Я обняла ее, а потом вернулась ко всем, разговаривала с гостями и смотрела, как люди по очереди исполняли песни собственного сочинения на гитарах и укулеле. Моя группа приехала в нашем гастрольном фургоне и присоединилась к возможности подкрепиться. Я как раз собиралась выступить перед всеми и вернулась в дом, чтобы накраситься.
Я направилась в хозяйскую спальню, где оставила свой чемодан, и села перед треснувшим зеркалом. Когда я кинула укулеле на кровать, я увидела гору одежды посреди комнаты, которая начала шевелиться. Я присмотрелась. Горой одежды оказалась Яна. Она лежала на полу укутанная в одеяло.
– Черт, дорогая. С тобой там все в порядке? – спросила я. – А ты не хочешь лечь на кровать вместо пола?
– Нет… все хорошо, – сказала она.
– Правда? – спросила я.
– Ага. Мне просто нужно отдохнуть.
Я дотронулась до ее щеки и посмотрела ей в лицо. Эти брови были такие знакомыми. Я до сих пор жалела, что испортила их в картине.
– Поправляйся, хорошо? – прошептала я. Она закрыла глаза, и я накрыла ее одеялом. Потом я вернулась к гостям.
Я добралась до Берлина за несколько дней до творческой вечеринки и стала замечать одних и тех же девушку и парня в тех местах, куда я ходила. Они производили хорошее впечатление, если не считать того, что они были переполнены энтузиазмом, когда встречали меня первые несколько раз. Что сначала казалось совершенно случайным, когда я ела или проводила время где-то в Пренцлауэр-Берг, хотя я обедала в довольно случайных районах, виделась с разными друзьями и не сообщала в Twitter о своих передвижениях. Каждый раз, когда мы встречались, мы здоровались и делали очередную совместную фотографию. После четвертого раза, я начала подозревать, что они каким-то образом следят за мной, возможно, даже тайком отслеживают, куда я еду на такси. Было жутко. Я не видела угрозы в этой паре – они были милыми, – но мне показалось, что они переступили черту.
Берлинская вечеринка проходила во временной галерея бункерного типа под названием Platoon, и вечер был зажигательным с самого начала. Работы из иллюстрированного издания на стенах идеально дополняли атмосферу, работники галереи были очень взволнованы и предложили всем бесплатное пиво.
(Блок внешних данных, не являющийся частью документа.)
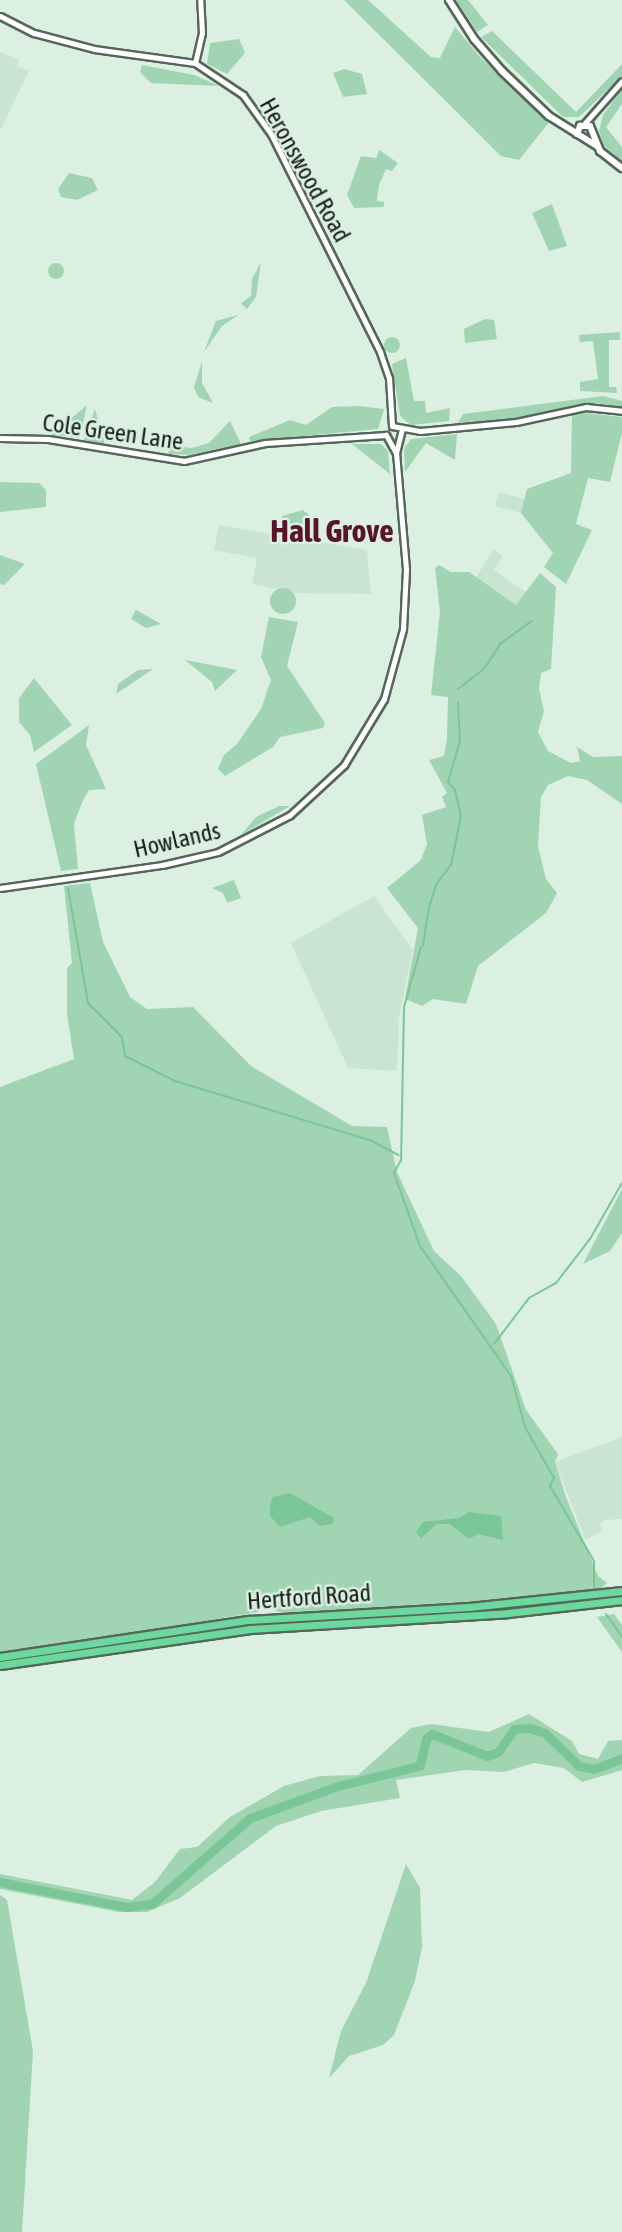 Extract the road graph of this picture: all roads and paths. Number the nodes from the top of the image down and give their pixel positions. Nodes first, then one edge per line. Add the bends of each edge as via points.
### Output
1 (200, 0) edge
2 (449, 0) edge
3 (0, 16) edge
4 (195, 63) junction
5 (622, 81) edge
6 (596, 114) junction
7 (580, 128) junction
8 (593, 131) junction
9 (586, 141) junction
10 (597, 146) junction
11 (622, 169) edge
12 (622, 411) edge
13 (392, 426) junction
14 (402, 429) junction
15 (420, 431) junction
16 (0, 438) edge
17 (387, 438) junction
18 (402, 440) junction
19 (396, 453) junction
20 (0, 888) edge
21 (622, 1591) edge
22 (622, 1600) edge
23 (0, 1657) edge
24 (0, 1665) edge

1 - 4 street via 202,33
2 - 7 main road via 502,71 568,127
3 - 4 street, Heronswood Road via 34,33 93,49
4 - 13 street, Heronswood Road via 243,95 271,134 384,360
5 - 6 street
6 - 7 street
6 - 8 street
7 - 8 main road
7 - 9 main road
8 - 9 main road
8 - 10 main road
9 - 10 main road
10 - 11 main road
12 - 15 street via 586,407 516,422
13 - 14 street
13 - 17 street
14 - 15 street
14 - 18 street
15 - 18 street
16 - 17 street, Cole Green Lane via 48,439 184,461 265,443
17 - 18 street, Cole Green Lane
17 - 19 street, Howlands
18 - 19 street, Howlands
19 - 20 street, Howlands via 405,569 401,638 372,725 331,780 271,828 218,852 162,865
21 - 23 highway, Hertford Road via 468,1608 249,1620
22 - 24 highway, Hertford Road via 508,1613 250,1629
У нас наметились спонтанные номера, включая разнородный марширующий духовой оркестр, который я знала из Штатов под названием Extra Action, они как раз давали выступление в том же квартале. Я увидела в Twitter, что они находились в городе и пригласила их выступить на парковке, они устроили экстатическую шумиху с духовыми, колотили по своим стареньким инструментам и кричали в рупоры. Мы передали шляпу для них, и каждый оставил в ней по несколько евро.
На вечеринке для нас жарили шашлыки. Я все еще хорошо говорила по-немецки, поэтому я постоянно переключалась с немецкого на английский и наоборот, бегала в своем кимоно с бокалом вина и сообщала ди-джею все пожелания гостей, который разместился на ящиках из-под молока, и ела вегетарианские сосиски с видом на закат. Захватывающе.
Мы с группой заняли свои места в центре галереи, чтобы исполнить акустические сеты, а местный струнный квартет нам подыгрывал. В конце нашего сета, я сняла свое сценическое платье и пригласила всех разрисовать себя маркерами. Мне посчастливилось показать эту прекрасную фотографию во время моей речи на TED, тогда я предложила всем: «Если вы когда-нибудь захотите испытать внутреннее чувство доверия к незнакомцам, я рекомендую такое упражнение – особенно, если эти незнакомцы являются пьяными немцами». Ночь, место, группы, фанаты – все казалось идеальным на тот момент.
Подвыпившая девушка прижалась ко мне и сказала что-то невразумительное, нарисовала звезду на моем носу и удалилась. Люди начали разрисовывать маркером лица и руки друг друга. Одного заносчивого американца толпа осторожно выпроводила с вечеринки, так как он начал неприлично себя вести. Я смеялась. Все было как на улице: толпа заботилась обо мне, армия любовной полиции. Когда на мне уже не оставалось места для рисунков, а это произошло уже спустя две минуты, но я решилась сделать то, что я не планировала, но с радостью бы сделала, учитывая всеобщее настроение: сфотографироваться с людьми.